CS248
– Computer Graphics
Autumn quarter 1999
Stanford University
Assignment
#4 : 3D Video Game
Kyle Kuznetz (kuznetz@stanford.edu)
Nicolas Scapel (nscapel@cs.stanford.edu)
Frédéric Mazzella (mazzella@cs.stanford.edu)
Outline
- A. How to get it
- B. How to play the game
- C. Extra Features
- D. Sources
A. How to get it
Download the user
friendly Pac 2K installation program at the
following URL :
http://www.stanford.edu/~nscapel/
thanks !
B. How to play the
game
Our program is a 3D tribute to Pacman, probably the world most
famous Video Game. In short : eat the pellets, avoid the
ghosts or use the red Super-Pellets to eat them... If you
eat all the pellets, then you go to the next level. You
can choose between the camera position, from the classic
2D view to a fully immersive "you are Pacman"
standpoint...
If you play in COOL mode, then you will have the
ability to jump, be invisible, and shoot the ghosts with
a freezing gun... but if you want to remember the old
days, you can play in OLD SCHOOL mode !
The levels are simply described in ASCII format in the
Levels directory, making it
very simple to modify them or create new ones. We have
implemented 4 different levels. If you ever finish them,
then you come back to the first one but the ghosts will
be much more aggressive...
You can access the game menu at any time by pressing
the ESC key. From there, you can :
- Start a New Game
- View the Introduction sequence
- View the Highscores
- Change the game options
- Quit the game
1. Basic
Controls
- Move Pacman with the arrow keys
- F2 sets the Classic
view
- F3 sets the 3D View
- F4 sets the Doom View
- In Doom View use
ALT-LEFT and ALT-RIGHT to do a lateral move
2. Special
Controls
If you are in COOL gameplay mode :
- Use Z to shoot a ghost with a freezing bullet.
You can have additionnal ammunitions with a Blue
torus pellet.
- The Green torus pellet makes you invisible for a
while...
- Use the SPACE BAR to jump
3. Options
You can navigate through the options in the Game Menu
using the arrow keys, ENTER to change a value, and ESC to
return to the game. Some options also have a shortcut,
indicated as [F] for the F key:
- Game view [F2 F3 F4] : Classic | 3D View | Doom
View
- Game play : Old school | Cool
- Difficulty : Easy | Normal | Hard
- Level of Detail [L] : Low | High
- Reflection [R] : On | Off
- Draw floor [D] : On | Off
- Fog [F] : On | Off
- Shading [S] : On | Off
- Set Defaults
C. Extra Features
- On-screen control panel : We
have used two methods to display informations on
screen. The Score, Remaining lives,
and Ammunition items are drawn as 3D
objects in the scene, and can be viewed in the
CLASSIC view (orthogonal projection). The Highscores
panel is also an orthogonal projection of 3D
objects.
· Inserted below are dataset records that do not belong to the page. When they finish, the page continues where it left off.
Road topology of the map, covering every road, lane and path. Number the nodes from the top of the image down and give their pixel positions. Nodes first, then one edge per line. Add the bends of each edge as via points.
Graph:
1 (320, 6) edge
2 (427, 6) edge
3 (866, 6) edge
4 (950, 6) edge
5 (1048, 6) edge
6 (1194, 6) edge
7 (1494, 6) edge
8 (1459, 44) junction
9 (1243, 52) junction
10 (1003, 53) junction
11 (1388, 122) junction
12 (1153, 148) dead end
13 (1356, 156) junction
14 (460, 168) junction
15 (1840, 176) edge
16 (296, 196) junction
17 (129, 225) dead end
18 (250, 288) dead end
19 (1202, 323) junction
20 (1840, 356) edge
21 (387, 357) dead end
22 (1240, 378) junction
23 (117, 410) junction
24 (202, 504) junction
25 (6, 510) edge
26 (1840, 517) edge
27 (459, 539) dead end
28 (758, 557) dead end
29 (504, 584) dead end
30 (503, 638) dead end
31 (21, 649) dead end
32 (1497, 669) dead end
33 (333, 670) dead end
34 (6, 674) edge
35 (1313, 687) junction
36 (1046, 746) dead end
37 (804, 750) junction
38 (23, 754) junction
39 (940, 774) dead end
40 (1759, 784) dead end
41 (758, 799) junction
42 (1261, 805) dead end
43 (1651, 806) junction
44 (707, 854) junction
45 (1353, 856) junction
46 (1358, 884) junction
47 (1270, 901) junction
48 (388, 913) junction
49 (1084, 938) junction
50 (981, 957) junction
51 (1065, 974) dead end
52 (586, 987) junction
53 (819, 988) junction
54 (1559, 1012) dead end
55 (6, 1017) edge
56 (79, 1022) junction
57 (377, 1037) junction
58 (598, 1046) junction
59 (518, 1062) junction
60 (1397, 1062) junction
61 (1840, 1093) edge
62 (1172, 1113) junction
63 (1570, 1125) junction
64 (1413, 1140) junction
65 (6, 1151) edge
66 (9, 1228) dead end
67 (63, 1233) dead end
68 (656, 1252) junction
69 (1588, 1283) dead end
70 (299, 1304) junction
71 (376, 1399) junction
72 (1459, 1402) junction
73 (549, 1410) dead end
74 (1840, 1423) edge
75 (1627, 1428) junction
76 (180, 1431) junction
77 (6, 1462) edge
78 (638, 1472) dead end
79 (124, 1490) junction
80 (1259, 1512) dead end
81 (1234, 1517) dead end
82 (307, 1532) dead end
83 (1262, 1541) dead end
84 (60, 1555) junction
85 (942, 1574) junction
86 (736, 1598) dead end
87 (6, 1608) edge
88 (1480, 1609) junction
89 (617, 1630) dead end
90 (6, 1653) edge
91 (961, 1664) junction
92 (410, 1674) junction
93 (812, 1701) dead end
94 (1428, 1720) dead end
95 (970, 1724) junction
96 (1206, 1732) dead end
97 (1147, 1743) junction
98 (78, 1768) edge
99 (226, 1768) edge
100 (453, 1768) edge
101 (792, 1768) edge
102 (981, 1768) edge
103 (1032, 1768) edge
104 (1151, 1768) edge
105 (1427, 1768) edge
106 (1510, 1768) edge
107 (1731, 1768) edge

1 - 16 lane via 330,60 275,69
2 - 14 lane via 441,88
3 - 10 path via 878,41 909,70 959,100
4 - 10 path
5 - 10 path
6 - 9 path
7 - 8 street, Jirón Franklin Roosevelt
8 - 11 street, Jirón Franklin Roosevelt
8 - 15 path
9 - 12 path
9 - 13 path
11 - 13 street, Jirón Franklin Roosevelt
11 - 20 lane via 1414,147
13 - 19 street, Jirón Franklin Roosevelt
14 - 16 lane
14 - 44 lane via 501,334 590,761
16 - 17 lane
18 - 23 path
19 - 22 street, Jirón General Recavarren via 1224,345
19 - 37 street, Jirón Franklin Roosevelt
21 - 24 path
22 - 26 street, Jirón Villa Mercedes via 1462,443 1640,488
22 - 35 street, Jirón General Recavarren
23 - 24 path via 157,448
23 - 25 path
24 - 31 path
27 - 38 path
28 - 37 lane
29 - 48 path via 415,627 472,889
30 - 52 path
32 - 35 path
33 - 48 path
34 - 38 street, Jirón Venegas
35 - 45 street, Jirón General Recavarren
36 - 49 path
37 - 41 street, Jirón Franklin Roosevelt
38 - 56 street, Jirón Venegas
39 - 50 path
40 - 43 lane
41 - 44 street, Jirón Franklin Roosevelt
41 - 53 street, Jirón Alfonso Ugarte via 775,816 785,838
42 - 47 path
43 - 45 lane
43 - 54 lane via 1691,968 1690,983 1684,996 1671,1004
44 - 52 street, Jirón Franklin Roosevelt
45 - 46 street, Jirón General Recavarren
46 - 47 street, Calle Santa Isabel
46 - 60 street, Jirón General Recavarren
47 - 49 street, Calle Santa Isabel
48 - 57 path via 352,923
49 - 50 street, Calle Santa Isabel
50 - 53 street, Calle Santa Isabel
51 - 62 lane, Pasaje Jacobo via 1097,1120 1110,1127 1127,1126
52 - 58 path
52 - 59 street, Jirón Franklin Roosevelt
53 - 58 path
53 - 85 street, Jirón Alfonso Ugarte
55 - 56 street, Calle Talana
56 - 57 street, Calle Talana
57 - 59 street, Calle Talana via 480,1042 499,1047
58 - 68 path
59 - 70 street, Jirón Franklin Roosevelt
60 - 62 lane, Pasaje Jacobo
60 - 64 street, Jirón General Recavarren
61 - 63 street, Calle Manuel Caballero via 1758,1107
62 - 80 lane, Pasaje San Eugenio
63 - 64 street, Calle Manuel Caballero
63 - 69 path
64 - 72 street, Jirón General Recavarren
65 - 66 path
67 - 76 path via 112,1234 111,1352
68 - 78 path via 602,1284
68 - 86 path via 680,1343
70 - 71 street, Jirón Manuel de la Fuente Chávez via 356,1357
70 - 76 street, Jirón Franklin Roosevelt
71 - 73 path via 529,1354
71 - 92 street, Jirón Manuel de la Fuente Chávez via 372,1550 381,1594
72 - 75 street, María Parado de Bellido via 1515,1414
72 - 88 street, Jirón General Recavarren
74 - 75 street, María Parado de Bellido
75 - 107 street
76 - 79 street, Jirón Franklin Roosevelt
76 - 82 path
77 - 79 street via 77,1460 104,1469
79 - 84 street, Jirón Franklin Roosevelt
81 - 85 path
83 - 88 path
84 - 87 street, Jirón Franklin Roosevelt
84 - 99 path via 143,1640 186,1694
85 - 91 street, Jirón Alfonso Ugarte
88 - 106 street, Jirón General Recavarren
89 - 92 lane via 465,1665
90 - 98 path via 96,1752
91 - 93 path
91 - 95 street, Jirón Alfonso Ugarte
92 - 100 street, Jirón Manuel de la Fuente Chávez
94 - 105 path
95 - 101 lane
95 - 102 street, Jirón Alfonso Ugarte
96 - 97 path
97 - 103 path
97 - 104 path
For the Game Menu we have used font.c code from the
redbook, with some minor modifications, e.g.
changed some bitmaps in order to represent
"2" and "3"... We pause the
game, set glutIdleFunc(NULL),
copy the entire screen, 800x600, multiply each
pixels r, g, and b values by 0.5 in order to
darken the background scenery, and then wrote the
menu text to the foreground using screen
coordinates...
- View frustum culling : We can
take advantage of the maze construction method
for our view frustum algorithm : all the objects
are drawn within a maze unit cell, so we can use
a same cubic bounding box for all the objects in
the scene. Actually, we can come with a more
straightforward algorithm : given the camera
parameters, we just have to compute a binary mask
over the maze, and the value of one cell tells us
if the object is to be drawn. This is how we
implemented view frustum culling. The binary mask
is computed using viewing angle calculations.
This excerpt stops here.